In November Apple released the first Macs with an Arm-based M1 chip, debuting the new 2020 13-inch MacBook Pro, MacBook Air, and Mac mini models. The M1 chip has received rave reviews for its incredible performance and efficiency, and it is the culmination of more than a decade of Apple's work on chips created for the iPhone and the iPad.
Apple's M1 Chip Explained
The M1 is the first Apple-designed System on a Chip (SoC) that's been developed for use in Macs. It marks Apple's transition away from the Intel chips that the Cupertino company has been using in Macs since 2006.
As a "System on a Chip," the M1 integrates several different components, including the CPU, GPU, unified memory architecture (RAM), Neural Engine, Secure Enclave, SSD controller, image signal processor, encode/decode engines, Thunderbolt controller with USB 4 support, and more, all of which power the different features in the Mac.
Prior to now, Macs have used multiple chips for CPU, I/O, and security, but Apple's effort to integrate these chips is the reason why the M1 is so much faster and more efficient than prior Intel chips. The unified memory architecture that Apple has included is also a major factor because all of the technologies in the M1 are able to access the same data without having to swap between multiple pools of memory. This brings notable speed and efficiency improvements to the M1. This memory architecture means that the RAM is not user upgradeable, which isn't too much of a surprise because few Macs have user-accessible RAM. M1 Macs max out at 16GB RAM, but even the base 8GB is enough for everyday tasks.

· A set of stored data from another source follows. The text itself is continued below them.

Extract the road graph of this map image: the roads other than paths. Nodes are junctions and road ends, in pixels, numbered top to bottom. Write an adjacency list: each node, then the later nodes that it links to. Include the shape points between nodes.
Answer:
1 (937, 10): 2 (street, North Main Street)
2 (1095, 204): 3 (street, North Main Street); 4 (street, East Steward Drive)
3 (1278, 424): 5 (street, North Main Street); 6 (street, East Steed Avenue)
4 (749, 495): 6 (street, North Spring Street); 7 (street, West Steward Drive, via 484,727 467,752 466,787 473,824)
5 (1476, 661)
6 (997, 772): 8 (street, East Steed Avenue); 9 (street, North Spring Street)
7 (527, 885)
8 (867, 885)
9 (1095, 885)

There are 16 billion transistors on the M1, which is the most Apple has ever put into a chip for the fastest CPU core available in low-power silicon and unparalleled CPU performance per watt. Apple's chip design has allowed it to create Macs that are faster and more power-efficient than was possible with Intel-designed chips, and further enhancements are available through the new tighter integration of an Apple-designed chip paired with Apple-designed software.
What's Different About the M1
Unlike Intel chips built on the x86 architecture, the Apple Silicon M1 uses an Arm-based architecture much like the A-series chips that Apple has been designing for iPhones and iPads for years now.
The M1 chip is the most powerful chip that Apple has created to date, and it is similar to the A14 chip in the latest iPhone and iPad Air models, built on a 5-nanometer process by Taiwan Semiconductor Manufacturing Company (TSMC). TSMC builds all of Apple's chips and has done so for many years.
Macs With M1 Chip
Apple has released the 2020 MacBook Air, 13-inch MacBook Pro, and Mac mini with M1 chips, replacing the low-end machines in those lineups. The M1 MacBook Air is now the only MacBook Air that Apple sells, but there are still Intel Mac mini and MacBook Pro models available.
Apple M1 Speed
The M1 chip brings up to 3.5x faster CPU performance, up to 6x faster GPU performance, and up to 15x faster machine learning capabilities compared to the Intel chips used in prior-generation machines. Compared to the latest PC laptop chips, the M1 offers 2x faster CPU performance and does so using just 25 percent of the power.
Even with the incredible speed improvements that the M1 chip brings, it is also more battery-efficient than any other Mac chip Apple has released to date.
Battery life in an M1 Mac lasts up to 2x longer than in prior-generation Macs. The Mac with the longest battery life is the 13-inch MacBook Pro, which lasts for up to 20 hours. That's double the battery life of the prior-generation model.